This is a 50 volt capacitor (at least in the machines I have here)
running reverse biased at 5.333. It wouldn't be surprising if there
was little or no leakage current through such a capacitor.
I tested two. One had no detectable leakage at 5.333 volts - less
than 10 nano-amps. The other had 0.85uA leakage. So it was
behaving like a presumably ~1uF capacitor with a 6.7 meg ohm
resistor across it. This would not upset the circuit in any audible
I have never encountered any problem with this part of the TB-303
- and I have worked on 300 to 400 of them.
I doubt the capacitor would lose its capacitance. At worst, there
would be growing leakage current due to holes in the aluminium
oxide layer, which are not being self-healed by the electrolyte,
because the polarity is the opposite of what it should be.

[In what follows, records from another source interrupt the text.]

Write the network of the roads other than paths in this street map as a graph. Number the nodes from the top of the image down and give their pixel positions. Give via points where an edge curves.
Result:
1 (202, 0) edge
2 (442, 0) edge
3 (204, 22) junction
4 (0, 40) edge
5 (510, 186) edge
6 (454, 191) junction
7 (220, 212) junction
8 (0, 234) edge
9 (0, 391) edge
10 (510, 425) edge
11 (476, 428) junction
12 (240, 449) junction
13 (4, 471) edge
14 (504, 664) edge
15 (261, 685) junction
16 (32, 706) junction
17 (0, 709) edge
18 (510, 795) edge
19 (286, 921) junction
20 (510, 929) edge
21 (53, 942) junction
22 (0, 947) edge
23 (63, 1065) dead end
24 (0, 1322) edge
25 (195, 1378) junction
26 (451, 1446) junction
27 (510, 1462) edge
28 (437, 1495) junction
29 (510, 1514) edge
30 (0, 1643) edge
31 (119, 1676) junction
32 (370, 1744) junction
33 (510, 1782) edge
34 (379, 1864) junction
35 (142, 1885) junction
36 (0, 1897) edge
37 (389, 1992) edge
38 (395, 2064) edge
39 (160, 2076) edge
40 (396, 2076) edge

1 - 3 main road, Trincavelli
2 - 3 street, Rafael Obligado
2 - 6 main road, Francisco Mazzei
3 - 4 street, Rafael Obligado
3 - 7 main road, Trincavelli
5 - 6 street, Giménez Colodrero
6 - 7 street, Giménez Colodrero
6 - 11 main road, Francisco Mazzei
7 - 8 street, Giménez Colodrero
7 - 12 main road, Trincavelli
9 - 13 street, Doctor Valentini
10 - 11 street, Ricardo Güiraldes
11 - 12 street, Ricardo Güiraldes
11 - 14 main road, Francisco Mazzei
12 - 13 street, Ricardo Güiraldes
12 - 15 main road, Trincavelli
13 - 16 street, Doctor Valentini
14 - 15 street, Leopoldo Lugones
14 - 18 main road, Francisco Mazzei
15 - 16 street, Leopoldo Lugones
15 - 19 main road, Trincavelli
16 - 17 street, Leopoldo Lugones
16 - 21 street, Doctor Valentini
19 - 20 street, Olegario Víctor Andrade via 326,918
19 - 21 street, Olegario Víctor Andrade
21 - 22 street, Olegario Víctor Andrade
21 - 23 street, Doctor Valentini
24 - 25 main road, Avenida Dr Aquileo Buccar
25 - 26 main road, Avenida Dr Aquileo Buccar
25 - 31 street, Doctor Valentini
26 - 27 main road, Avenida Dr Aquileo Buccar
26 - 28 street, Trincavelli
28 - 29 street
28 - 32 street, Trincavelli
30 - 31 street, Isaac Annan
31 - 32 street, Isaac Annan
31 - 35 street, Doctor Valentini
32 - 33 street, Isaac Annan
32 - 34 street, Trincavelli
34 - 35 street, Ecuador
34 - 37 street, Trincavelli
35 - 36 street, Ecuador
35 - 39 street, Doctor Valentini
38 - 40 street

I have no reason to think that electrolytic or other capacitors from
the early 1980s have anything wrong with them. I don't recall any
failing of their own accord in TB-303s.
I guess a capacitor could leak so much that its voltage would drop
in a manner, such as to 3V or so, where the voltage across R106
(2.2k) is reduced sufficiently that the current through the Q21
pair is reduced so much as to cause clipping.
I think it would have to be a drastic drop to affect the gain of the
Q21 differential amplifier to any noticeable degree. If the
leakage was noisy, or erratic, that would probably cause audible
I think it is quite likely that in all the TB-303s made, few, if any,
of these capacitors have ever failed to the point of audible
changes. Nonetheless, I will replace them in the future, with a
similar capacitor connected the right way.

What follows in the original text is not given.